▶ _Your goal_:
When you have gone through the records, report how many lines include "location", giving the number and nothing more.

Stored data entries:
= = =

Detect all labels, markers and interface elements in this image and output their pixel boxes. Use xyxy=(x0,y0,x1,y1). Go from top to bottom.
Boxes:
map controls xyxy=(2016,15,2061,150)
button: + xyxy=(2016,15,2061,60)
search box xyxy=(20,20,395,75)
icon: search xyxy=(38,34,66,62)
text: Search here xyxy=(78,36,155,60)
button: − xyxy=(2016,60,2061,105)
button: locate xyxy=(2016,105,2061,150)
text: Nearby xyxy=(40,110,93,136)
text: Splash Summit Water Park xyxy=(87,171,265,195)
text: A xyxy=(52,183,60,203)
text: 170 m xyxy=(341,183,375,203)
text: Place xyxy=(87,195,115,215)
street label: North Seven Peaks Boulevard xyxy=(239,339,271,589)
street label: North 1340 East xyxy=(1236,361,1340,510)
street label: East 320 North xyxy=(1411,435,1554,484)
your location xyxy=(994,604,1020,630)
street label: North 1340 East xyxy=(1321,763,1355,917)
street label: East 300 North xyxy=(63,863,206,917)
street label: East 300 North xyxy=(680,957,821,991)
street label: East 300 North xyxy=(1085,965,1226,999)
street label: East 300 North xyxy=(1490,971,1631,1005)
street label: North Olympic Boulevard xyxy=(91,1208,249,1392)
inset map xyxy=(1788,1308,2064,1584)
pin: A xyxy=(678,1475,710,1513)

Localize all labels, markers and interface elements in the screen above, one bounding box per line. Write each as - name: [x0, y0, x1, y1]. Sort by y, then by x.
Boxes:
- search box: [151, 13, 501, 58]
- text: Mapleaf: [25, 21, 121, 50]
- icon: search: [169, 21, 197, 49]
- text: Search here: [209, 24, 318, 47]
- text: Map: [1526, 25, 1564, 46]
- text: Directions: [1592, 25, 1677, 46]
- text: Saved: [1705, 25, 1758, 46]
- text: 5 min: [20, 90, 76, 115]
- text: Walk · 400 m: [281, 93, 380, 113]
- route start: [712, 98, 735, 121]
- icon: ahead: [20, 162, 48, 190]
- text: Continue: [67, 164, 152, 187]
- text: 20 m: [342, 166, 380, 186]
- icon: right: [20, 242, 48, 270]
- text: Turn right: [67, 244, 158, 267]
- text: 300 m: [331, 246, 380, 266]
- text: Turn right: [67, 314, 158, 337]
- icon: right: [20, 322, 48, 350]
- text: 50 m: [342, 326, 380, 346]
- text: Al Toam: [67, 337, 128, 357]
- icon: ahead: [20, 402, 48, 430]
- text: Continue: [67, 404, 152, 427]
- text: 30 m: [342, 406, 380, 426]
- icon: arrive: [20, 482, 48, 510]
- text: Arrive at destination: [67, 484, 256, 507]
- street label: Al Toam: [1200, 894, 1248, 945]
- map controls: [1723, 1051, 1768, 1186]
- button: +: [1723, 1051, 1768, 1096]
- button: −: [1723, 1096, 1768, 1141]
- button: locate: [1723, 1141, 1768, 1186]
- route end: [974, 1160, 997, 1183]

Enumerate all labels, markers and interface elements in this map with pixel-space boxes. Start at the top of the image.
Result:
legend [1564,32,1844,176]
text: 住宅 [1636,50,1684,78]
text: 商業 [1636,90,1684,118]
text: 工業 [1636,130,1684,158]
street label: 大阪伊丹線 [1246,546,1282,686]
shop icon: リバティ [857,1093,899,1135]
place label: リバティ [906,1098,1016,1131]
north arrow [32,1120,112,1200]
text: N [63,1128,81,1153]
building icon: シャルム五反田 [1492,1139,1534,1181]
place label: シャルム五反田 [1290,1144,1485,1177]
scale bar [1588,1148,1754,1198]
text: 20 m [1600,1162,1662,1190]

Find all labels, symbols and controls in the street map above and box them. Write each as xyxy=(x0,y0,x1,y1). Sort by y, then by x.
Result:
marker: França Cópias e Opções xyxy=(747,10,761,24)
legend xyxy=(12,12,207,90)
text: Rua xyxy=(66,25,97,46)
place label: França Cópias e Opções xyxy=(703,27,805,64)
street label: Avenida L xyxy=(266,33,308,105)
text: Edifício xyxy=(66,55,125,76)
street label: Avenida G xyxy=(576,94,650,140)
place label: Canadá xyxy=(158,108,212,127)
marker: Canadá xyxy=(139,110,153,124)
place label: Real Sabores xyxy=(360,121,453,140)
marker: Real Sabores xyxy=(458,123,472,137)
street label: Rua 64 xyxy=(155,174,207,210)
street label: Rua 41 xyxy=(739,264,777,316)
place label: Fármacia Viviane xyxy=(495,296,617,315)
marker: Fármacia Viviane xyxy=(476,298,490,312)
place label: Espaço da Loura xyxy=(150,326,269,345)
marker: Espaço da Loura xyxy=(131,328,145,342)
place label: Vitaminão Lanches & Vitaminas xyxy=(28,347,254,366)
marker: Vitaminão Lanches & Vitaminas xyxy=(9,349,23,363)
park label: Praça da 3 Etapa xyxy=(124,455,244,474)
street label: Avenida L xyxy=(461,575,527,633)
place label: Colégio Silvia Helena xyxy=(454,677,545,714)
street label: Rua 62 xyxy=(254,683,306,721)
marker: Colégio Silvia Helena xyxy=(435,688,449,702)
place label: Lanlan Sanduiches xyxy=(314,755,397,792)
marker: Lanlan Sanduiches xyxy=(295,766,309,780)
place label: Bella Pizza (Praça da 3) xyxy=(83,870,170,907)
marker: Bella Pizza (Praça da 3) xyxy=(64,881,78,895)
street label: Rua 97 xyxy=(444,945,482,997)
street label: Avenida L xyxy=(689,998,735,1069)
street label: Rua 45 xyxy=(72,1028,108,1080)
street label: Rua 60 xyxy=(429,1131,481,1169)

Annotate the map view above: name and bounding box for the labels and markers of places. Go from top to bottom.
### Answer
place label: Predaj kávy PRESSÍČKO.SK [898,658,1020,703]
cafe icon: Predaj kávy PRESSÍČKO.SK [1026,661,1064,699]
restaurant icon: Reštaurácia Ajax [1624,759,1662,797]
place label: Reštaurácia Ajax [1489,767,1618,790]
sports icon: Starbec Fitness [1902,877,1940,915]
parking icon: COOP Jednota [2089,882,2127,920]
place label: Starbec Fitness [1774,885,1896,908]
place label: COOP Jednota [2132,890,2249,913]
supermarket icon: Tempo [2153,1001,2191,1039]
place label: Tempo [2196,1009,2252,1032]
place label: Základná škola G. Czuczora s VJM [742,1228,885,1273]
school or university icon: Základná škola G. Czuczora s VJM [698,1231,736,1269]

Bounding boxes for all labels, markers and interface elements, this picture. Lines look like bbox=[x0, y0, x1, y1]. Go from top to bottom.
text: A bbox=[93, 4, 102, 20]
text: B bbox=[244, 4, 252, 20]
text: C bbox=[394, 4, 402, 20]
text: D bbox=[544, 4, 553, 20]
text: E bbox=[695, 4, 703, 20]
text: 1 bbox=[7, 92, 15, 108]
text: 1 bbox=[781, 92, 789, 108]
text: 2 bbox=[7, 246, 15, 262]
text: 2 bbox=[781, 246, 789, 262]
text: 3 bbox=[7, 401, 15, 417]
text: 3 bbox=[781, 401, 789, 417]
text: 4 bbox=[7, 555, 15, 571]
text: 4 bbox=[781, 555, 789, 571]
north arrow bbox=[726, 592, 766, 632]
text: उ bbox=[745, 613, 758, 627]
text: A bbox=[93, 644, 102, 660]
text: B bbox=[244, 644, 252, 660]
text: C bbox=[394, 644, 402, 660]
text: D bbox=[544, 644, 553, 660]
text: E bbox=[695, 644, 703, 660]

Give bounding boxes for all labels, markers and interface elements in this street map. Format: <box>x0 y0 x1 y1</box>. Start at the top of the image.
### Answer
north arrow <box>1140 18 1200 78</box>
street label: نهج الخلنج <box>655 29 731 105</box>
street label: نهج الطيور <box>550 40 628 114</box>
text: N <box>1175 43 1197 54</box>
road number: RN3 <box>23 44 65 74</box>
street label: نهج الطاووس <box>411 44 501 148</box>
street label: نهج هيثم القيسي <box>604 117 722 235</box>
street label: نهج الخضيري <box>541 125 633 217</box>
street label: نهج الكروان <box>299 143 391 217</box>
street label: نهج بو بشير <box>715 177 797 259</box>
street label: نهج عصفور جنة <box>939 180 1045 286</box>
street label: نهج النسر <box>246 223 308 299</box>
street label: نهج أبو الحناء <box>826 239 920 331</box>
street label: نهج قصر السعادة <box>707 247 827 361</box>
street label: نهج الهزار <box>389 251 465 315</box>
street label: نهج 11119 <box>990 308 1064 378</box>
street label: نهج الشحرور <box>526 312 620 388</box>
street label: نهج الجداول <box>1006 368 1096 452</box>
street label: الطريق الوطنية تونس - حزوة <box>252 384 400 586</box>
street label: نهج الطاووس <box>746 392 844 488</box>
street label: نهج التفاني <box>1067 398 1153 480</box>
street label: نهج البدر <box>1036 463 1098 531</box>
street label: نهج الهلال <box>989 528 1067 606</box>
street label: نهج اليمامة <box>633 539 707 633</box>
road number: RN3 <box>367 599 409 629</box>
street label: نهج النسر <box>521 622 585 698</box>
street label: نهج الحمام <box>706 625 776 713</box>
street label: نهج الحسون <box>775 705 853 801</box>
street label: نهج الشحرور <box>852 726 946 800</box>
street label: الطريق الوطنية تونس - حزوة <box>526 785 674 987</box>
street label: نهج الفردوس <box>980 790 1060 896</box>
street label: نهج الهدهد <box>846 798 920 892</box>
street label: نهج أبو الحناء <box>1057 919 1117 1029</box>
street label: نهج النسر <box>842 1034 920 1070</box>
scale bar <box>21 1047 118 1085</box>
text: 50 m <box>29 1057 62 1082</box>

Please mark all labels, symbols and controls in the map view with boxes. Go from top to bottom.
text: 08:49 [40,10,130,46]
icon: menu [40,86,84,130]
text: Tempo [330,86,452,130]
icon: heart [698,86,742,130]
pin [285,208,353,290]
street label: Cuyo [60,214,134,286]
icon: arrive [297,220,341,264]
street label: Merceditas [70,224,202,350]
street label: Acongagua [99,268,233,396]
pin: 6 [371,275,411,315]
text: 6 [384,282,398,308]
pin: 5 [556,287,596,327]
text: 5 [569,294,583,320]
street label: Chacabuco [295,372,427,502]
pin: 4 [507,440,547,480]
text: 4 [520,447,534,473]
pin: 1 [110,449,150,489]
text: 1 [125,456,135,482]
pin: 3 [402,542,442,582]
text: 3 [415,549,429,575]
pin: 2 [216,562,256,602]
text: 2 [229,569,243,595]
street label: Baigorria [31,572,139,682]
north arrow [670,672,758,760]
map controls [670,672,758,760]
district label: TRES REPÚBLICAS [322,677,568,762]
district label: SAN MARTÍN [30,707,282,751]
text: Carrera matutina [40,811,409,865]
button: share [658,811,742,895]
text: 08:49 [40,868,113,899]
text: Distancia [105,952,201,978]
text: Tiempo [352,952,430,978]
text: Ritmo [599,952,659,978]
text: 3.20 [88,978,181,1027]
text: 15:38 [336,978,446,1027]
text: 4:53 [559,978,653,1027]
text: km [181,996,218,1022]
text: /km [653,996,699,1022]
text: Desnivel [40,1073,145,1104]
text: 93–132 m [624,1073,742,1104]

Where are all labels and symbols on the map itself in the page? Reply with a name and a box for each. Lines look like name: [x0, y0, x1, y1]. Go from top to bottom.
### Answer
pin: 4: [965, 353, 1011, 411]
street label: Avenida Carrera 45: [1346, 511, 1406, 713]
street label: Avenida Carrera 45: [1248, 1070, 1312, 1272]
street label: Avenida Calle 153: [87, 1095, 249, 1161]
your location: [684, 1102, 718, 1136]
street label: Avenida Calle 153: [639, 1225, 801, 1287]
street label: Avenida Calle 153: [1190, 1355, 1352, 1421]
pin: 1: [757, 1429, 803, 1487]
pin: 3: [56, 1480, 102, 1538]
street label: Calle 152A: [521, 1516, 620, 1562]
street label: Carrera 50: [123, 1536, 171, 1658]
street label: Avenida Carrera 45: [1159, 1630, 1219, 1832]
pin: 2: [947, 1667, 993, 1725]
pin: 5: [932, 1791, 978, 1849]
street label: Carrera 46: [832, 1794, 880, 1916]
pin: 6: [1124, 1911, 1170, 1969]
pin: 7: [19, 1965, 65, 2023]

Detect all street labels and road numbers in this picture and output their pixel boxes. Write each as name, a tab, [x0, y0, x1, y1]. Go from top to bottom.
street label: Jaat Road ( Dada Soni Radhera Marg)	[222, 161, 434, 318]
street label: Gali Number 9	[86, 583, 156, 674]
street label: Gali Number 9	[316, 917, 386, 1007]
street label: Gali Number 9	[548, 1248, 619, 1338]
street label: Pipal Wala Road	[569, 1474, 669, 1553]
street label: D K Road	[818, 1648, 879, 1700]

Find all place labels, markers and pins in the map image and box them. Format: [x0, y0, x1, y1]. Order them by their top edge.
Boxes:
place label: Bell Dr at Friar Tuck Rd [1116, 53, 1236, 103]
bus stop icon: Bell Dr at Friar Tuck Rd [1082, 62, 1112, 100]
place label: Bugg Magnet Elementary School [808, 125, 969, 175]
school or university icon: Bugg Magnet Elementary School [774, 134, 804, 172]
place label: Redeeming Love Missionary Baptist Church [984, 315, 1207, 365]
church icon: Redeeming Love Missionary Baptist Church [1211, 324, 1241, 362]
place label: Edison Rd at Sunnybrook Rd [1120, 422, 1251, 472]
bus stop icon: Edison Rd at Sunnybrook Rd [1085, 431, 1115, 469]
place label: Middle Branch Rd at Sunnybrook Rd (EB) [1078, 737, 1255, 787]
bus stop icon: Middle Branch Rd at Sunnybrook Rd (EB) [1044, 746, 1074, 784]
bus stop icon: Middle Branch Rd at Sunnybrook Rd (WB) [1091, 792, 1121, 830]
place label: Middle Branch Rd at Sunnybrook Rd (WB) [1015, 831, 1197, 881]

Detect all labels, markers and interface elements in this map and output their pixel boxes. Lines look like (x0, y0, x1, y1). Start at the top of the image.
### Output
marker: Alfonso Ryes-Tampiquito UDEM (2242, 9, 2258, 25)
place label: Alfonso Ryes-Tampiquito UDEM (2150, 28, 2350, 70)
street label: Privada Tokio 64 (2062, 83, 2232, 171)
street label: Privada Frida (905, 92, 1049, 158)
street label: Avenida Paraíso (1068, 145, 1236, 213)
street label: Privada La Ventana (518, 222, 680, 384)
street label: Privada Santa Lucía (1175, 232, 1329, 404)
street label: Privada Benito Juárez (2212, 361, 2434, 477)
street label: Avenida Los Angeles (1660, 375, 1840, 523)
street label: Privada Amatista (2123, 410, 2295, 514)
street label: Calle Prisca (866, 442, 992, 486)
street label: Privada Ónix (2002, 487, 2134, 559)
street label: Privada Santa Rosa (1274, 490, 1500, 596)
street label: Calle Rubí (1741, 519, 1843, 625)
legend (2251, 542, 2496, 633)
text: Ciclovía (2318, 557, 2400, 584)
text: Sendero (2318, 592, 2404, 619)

= = =

▶ _Response to the exercise_:
2